**ABOUT THIS EXERCISE**
Count the lines below containing "bridge". Number only.

**PROVIDED DATA**
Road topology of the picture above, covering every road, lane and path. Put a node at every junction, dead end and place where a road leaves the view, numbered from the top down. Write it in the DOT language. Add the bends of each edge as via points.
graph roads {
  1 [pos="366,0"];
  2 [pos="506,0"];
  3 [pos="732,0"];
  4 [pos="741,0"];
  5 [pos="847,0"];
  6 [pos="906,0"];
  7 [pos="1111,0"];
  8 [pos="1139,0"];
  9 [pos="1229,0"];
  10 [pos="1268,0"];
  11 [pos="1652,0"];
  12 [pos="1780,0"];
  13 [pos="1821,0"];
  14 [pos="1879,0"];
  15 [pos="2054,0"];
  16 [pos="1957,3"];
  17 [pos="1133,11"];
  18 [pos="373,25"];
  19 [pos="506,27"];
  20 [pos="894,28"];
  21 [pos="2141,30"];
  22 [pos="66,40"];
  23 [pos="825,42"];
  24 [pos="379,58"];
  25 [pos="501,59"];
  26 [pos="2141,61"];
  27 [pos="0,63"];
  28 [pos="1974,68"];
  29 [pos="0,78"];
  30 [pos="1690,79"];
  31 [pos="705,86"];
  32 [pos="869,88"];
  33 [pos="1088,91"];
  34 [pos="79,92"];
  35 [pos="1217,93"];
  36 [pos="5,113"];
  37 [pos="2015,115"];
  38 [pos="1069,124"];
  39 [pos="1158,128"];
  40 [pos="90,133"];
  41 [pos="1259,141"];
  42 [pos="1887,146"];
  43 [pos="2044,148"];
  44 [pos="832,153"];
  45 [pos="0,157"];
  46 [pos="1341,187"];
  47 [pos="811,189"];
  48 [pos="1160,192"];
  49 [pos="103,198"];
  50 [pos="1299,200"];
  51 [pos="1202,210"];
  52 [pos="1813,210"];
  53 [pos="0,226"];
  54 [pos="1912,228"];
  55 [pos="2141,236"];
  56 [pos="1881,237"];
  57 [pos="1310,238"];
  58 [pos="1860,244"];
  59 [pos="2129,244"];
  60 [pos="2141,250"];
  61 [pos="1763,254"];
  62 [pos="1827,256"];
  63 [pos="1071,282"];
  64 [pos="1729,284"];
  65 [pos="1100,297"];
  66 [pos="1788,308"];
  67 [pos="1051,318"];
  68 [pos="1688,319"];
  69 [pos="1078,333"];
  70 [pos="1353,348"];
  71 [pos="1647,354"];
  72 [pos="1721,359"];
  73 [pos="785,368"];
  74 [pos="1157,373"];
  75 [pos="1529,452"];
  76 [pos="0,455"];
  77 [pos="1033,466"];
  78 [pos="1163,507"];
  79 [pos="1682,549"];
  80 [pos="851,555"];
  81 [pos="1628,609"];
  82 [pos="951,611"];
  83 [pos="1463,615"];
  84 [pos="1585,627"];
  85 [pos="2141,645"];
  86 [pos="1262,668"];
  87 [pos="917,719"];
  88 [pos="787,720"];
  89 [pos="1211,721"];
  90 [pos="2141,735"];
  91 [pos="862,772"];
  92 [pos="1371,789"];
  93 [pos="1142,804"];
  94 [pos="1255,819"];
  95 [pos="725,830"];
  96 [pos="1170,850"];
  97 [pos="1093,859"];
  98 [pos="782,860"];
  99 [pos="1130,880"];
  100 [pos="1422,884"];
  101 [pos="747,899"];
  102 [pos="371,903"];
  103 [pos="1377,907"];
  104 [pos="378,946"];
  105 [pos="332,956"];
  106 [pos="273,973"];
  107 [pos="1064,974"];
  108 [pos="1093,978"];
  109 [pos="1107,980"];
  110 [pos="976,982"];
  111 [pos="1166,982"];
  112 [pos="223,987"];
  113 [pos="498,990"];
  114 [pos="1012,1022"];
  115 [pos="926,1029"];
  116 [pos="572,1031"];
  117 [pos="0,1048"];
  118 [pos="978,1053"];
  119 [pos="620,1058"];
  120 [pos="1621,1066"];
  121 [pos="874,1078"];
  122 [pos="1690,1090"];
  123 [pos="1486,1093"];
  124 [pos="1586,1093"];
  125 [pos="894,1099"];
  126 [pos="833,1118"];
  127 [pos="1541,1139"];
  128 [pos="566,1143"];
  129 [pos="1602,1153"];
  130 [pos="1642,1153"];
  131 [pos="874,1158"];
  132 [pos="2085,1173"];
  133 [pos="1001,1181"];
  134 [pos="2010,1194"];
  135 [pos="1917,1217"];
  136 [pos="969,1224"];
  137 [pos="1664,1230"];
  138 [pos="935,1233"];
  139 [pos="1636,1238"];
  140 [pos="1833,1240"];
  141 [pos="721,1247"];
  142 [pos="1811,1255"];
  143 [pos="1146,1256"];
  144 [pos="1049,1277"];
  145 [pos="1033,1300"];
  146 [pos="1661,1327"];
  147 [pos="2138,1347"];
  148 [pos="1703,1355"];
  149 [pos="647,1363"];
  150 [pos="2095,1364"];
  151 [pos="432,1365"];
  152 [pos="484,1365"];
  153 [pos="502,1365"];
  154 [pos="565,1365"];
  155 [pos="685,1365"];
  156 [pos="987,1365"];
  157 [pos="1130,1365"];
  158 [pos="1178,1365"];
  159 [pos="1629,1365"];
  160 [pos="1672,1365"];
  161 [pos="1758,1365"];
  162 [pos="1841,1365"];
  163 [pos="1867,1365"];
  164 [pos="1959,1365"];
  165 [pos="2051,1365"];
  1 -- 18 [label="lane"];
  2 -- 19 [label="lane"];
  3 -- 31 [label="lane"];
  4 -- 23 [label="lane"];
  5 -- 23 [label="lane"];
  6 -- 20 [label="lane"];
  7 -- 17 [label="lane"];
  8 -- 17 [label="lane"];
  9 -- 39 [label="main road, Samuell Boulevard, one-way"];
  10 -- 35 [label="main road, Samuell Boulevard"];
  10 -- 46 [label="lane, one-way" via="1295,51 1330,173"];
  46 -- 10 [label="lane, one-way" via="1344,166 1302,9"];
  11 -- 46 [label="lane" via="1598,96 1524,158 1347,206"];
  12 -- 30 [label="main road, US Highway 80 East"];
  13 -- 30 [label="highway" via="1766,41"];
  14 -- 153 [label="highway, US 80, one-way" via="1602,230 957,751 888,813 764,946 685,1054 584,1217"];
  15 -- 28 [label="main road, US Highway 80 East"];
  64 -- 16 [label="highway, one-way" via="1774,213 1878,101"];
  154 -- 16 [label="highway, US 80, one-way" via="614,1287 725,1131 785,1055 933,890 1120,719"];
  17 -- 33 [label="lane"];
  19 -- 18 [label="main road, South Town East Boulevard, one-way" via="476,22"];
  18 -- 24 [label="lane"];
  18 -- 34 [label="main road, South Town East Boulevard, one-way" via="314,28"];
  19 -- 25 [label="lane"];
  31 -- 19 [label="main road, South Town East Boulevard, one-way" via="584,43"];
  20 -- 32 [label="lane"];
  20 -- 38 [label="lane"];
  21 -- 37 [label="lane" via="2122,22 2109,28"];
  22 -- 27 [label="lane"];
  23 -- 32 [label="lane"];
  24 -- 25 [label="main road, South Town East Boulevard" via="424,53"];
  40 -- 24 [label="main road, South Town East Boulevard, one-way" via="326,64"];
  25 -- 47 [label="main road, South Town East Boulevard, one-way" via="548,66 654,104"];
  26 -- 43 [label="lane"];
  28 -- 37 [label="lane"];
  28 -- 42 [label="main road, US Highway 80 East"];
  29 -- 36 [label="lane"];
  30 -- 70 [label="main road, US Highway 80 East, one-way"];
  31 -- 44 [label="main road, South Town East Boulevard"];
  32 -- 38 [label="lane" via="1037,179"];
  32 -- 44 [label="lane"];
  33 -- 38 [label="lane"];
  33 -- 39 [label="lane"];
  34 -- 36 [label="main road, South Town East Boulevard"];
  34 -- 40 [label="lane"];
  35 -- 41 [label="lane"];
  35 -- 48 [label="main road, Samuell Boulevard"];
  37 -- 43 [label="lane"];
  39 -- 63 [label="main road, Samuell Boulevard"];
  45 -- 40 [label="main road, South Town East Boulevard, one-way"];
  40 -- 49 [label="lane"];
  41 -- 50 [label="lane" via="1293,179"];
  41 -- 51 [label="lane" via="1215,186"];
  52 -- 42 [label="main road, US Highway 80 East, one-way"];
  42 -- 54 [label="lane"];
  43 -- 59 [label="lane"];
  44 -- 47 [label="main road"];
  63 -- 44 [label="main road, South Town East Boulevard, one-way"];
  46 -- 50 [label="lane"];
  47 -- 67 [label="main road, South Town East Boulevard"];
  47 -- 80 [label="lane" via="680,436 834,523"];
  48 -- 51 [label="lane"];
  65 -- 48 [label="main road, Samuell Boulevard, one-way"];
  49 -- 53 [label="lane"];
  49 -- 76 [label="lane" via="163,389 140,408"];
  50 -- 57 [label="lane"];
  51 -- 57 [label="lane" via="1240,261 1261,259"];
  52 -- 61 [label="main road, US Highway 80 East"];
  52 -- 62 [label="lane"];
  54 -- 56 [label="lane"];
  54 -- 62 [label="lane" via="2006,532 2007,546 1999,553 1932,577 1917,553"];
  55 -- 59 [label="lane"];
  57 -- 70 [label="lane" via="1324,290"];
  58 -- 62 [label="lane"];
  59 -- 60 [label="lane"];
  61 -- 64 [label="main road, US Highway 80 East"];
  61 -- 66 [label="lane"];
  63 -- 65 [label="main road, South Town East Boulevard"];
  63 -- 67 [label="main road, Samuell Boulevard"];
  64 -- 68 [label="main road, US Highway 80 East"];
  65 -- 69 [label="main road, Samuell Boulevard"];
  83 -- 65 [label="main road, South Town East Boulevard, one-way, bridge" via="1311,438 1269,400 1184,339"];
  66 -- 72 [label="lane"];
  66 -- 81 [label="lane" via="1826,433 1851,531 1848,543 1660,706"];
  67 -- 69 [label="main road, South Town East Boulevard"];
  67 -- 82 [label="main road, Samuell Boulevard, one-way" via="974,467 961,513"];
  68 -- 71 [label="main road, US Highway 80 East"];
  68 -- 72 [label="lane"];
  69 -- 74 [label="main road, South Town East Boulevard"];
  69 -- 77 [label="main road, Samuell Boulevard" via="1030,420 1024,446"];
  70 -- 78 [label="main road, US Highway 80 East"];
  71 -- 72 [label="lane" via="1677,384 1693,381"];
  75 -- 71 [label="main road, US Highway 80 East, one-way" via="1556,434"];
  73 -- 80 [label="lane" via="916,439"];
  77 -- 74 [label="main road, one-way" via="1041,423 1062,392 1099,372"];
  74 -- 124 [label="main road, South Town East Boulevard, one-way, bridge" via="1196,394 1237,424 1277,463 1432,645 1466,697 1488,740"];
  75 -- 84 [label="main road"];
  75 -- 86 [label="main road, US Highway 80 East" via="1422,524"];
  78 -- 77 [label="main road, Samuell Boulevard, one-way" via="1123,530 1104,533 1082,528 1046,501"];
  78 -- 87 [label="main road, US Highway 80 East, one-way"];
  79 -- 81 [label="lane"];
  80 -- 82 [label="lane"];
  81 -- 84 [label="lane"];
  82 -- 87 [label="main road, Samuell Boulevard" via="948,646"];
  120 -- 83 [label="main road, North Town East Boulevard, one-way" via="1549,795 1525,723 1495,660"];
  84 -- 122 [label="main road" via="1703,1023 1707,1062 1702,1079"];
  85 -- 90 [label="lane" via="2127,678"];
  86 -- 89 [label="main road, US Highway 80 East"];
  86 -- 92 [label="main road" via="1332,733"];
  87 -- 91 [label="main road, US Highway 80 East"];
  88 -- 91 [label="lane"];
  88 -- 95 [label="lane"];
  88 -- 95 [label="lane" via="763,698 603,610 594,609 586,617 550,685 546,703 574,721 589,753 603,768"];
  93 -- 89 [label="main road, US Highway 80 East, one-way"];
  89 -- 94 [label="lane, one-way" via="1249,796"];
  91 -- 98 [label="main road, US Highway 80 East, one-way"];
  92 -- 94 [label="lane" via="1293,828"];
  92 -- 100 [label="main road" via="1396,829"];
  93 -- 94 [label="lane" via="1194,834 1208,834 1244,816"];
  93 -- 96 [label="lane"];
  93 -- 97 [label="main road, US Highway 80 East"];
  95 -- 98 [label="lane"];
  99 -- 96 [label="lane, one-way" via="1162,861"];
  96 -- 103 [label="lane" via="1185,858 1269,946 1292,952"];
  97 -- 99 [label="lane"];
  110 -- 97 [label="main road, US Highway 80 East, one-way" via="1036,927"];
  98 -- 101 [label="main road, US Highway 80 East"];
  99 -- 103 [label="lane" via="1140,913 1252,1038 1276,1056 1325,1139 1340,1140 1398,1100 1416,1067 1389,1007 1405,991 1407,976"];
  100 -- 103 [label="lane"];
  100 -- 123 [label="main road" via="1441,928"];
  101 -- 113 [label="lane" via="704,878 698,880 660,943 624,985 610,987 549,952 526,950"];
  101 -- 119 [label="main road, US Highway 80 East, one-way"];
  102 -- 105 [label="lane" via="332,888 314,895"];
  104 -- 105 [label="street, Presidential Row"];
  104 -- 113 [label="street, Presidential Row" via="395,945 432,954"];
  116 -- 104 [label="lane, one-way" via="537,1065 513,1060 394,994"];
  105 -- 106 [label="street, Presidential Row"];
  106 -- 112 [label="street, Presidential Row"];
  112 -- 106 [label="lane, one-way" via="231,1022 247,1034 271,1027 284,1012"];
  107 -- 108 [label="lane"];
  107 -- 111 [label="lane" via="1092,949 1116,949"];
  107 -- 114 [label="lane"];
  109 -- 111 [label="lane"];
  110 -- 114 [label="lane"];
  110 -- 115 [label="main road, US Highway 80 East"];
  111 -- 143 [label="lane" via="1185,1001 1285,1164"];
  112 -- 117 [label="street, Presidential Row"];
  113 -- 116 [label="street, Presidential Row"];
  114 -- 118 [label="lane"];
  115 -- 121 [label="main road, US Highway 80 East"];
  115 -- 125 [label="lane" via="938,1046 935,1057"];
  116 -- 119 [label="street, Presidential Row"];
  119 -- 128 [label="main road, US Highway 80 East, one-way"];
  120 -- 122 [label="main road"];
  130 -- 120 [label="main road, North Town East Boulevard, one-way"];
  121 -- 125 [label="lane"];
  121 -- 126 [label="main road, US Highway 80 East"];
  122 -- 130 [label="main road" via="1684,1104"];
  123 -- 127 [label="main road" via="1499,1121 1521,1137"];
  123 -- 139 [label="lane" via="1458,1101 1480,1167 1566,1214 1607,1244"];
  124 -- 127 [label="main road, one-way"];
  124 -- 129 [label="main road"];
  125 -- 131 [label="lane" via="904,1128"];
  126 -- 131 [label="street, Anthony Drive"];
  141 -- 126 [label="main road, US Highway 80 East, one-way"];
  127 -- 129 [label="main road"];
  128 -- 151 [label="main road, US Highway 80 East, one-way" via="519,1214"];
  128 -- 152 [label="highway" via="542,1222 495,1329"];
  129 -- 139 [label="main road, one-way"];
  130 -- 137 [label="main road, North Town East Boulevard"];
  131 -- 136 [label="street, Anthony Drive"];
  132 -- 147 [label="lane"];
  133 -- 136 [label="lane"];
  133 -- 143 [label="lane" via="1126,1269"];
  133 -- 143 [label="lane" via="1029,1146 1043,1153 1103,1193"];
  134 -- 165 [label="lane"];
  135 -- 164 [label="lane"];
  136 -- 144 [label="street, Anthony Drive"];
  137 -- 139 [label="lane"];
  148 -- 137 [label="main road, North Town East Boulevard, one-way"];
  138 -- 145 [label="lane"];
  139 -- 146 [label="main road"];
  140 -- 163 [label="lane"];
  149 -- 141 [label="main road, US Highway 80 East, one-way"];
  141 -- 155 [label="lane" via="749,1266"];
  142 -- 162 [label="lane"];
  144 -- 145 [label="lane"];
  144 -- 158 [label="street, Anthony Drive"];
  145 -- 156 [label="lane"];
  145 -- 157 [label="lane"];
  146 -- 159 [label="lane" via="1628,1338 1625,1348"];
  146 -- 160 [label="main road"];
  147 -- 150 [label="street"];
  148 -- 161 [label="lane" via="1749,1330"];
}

**SOLUTION TO THIS TASK**
2